EpiCentre group, Department of Psychiatry, University of Cambridge, Herchel Smith Building for Brain & Mind Sciences, Forvie Site, Robinson Way, Cambridge, UK.
Epigenomics. 2012 Jun;4(3):303-15. doi: 10.2217/epi.12.20.
We posit that maternal prenatal nutrition can influence offspring schizophrenia risk via epigenetic effects. In this article, we consider evidence that prenatal nutrition is linked to epigenetic outcomes in offspring and schizophrenia in offspring, and that schizophrenia is associated with epigenetic changes. We focus upon one-carbon metabolism as a mediator of the pathway between perturbed prenatal nutrition and the subsequent risk of schizophrenia. Although post-mortem human studies demonstrate DNA methylation changes in brains of people with schizophrenia, such studies cannot establish causality. We suggest a testable hypothesis that utilizes a novel two-step Mendelian randomization approach, to test the component parts of the proposed causal pathway leading from prenatal nutritional exposure to schizophrenia. Applied here to a specific example, such an approach is applicable for wider use to strengthen causal inference of the mediating role of epigenetic factors linking exposures to health outcomes in population-based studies.

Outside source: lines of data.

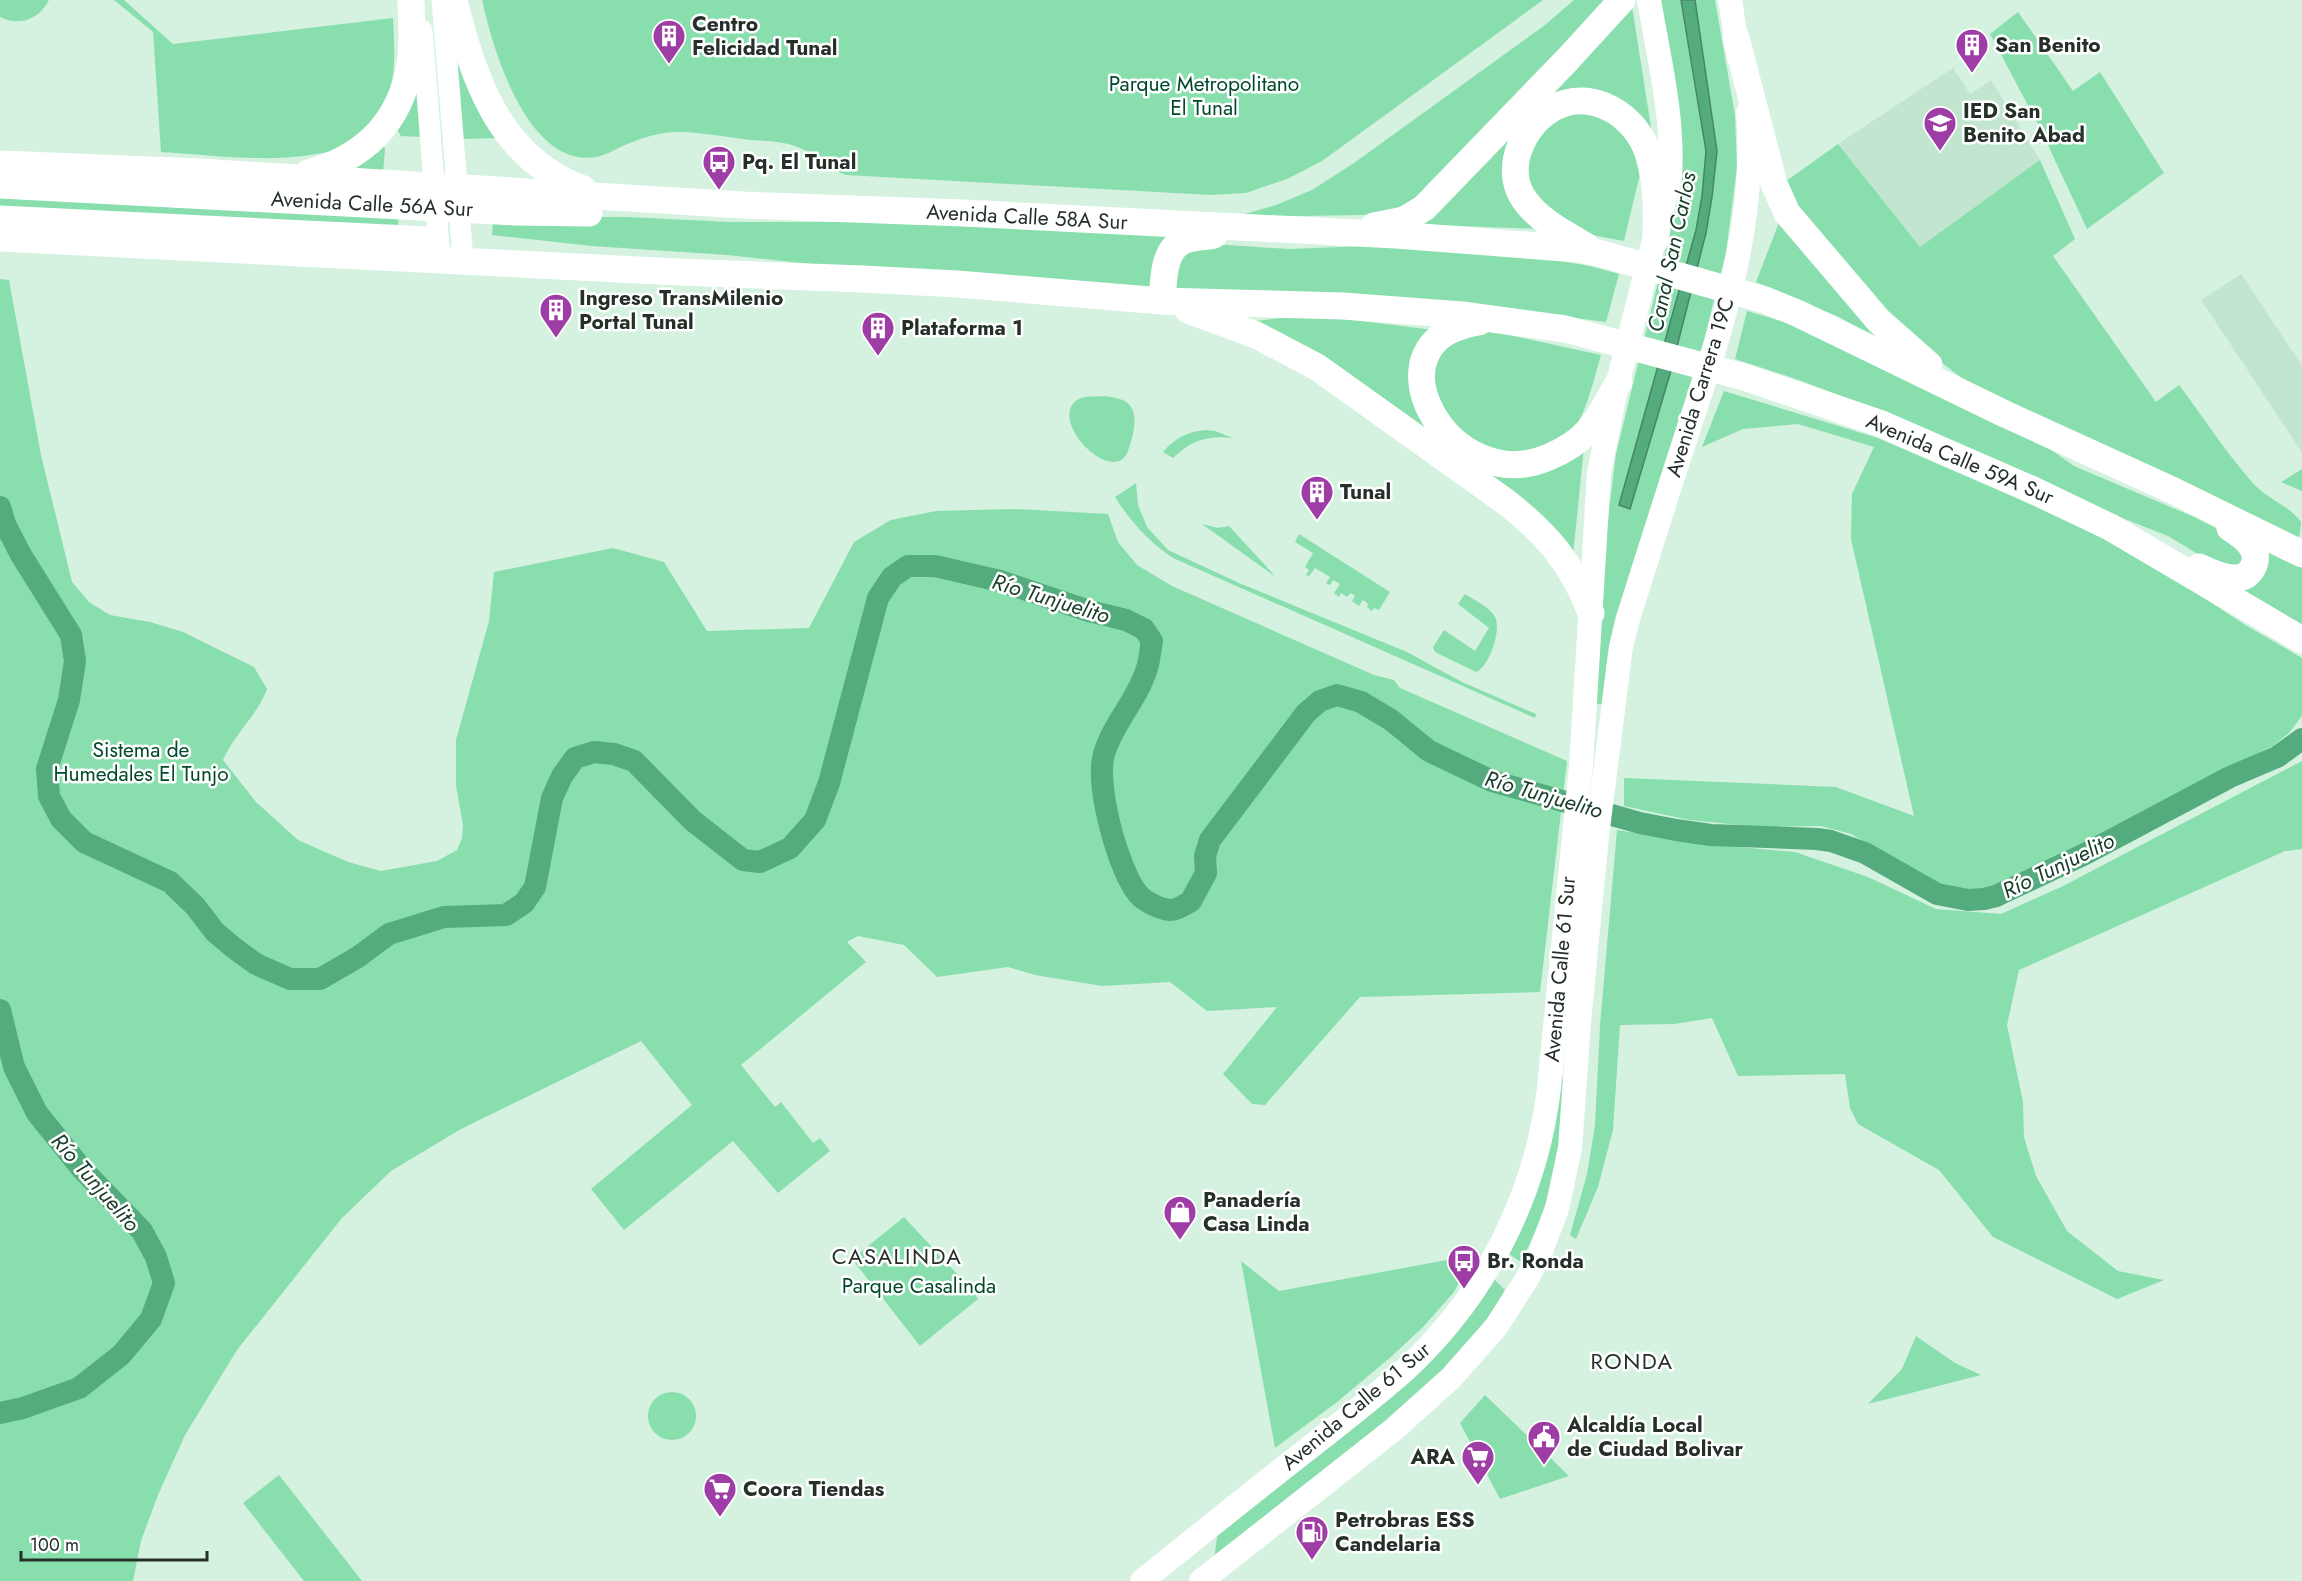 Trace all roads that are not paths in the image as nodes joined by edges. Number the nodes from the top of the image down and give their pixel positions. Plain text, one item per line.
1 (411, 0) edge
2 (419, 0) edge
3 (442, 0) edge
4 (454, 0) edge
5 (1622, 0) edge
6 (1649, 0) edge
7 (1730, 0) edge
8 (1736, 38) junction
9 (0, 164) edge
10 (280, 177) junction
11 (0, 185) edge
12 (607, 197) junction
13 (447, 198) junction
14 (743, 205) junction
15 (0, 219) edge
16 (147, 225) junction
17 (1264, 229) junction
18 (1334, 232) junction
19 (0, 238) edge
20 (1656, 239) junction
21 (92, 242) junction
22 (451, 250) junction
23 (1607, 256) junction
24 (1162, 301) junction
25 (1498, 319) junction
26 (1619, 382) junction
27 (1962, 393) junction
28 (2181, 494) junction
29 (2110, 527) junction
30 (2302, 554) edge
31 (1591, 613) junction
32 (2302, 640) edge
33 (1605, 770) joint
34 (1586, 834) junction
35 (1142, 1581) edge
36 (1201, 1581) edge

1 - 10 highway
2 - 13 main road
3 - 13 main road
4 - 12 highway
5 - 18 highway
6 - 20 main road
7 - 8 main road, Avenida Carrera 19C
8 - 27 highway
8 - 33 main road, Avenida Carrera 19C
9 - 10 highway, Avenida Calle 56A Sur
10 - 13 highway, Avenida Calle 56A Sur
11 - 13 highway, Avenida Calle 56A Sur
12 - 13 highway, Avenida Calle 58A Sur
12 - 14 highway, Avenida Calle 58A Sur
13 - 14 highway, Avenida Calle 56A Sur
13 - 22 main road
14 - 17 highway, Avenida Calle 58A Sur
15 - 16 highway, Avenida Calle 56A Sur
16 - 21 highway
16 - 22 highway, Avenida Calle 56A Sur
17 - 18 highway, Avenida Calle 58A Sur
17 - 24 highway
18 - 23 highway, Avenida Calle 58A Sur
19 - 21 highway
20 - 23 highway
20 - 26 main road
21 - 22 highway
22 - 24 highway
23 - 27 highway
24 - 25 highway
24 - 31 highway
25 - 26 highway
25 - 29 highway, Avenida Calle 59A Sur
26 - 31 main road
27 - 28 highway
28 - 29 highway
28 - 30 highway
29 - 32 highway, Avenida Calle 59A Sur
31 - 34 main road, Avenida Calle 61 Sur
33 - 34 main road, Avenida Calle 61 Sur
34 - 35 main road, Avenida Calle 61 Sur
34 - 36 main road, Avenida Calle 61 Sur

我们假设,母体产前营养可以通过表观遗传效应影响后代患精神分裂症的风险。在本文中,我们考虑了以下证据:产前营养与后代的表观遗传结果和后代的精神分裂症有关,而精神分裂症与表观遗传变化有关。我们专注于一碳代谢作为扰乱产前营养与随后精神分裂症风险之间途径的中介。尽管尸检人类研究表明精神分裂症患者大脑中的 DNA 甲基化发生了变化,但这些研究并不能确定因果关系。我们提出了一个可检验的假设,该假设利用了一种新的两步孟德尔随机化方法,来测试从产前营养暴露到精神分裂症的拟议因果途径的组成部分。在这里,我们将这种方法应用于一个具体的例子,这种方法可广泛应用于加强基于人群的研究中,以确定将暴露与健康结果联系起来的表观遗传因素的中介作用的因果推断。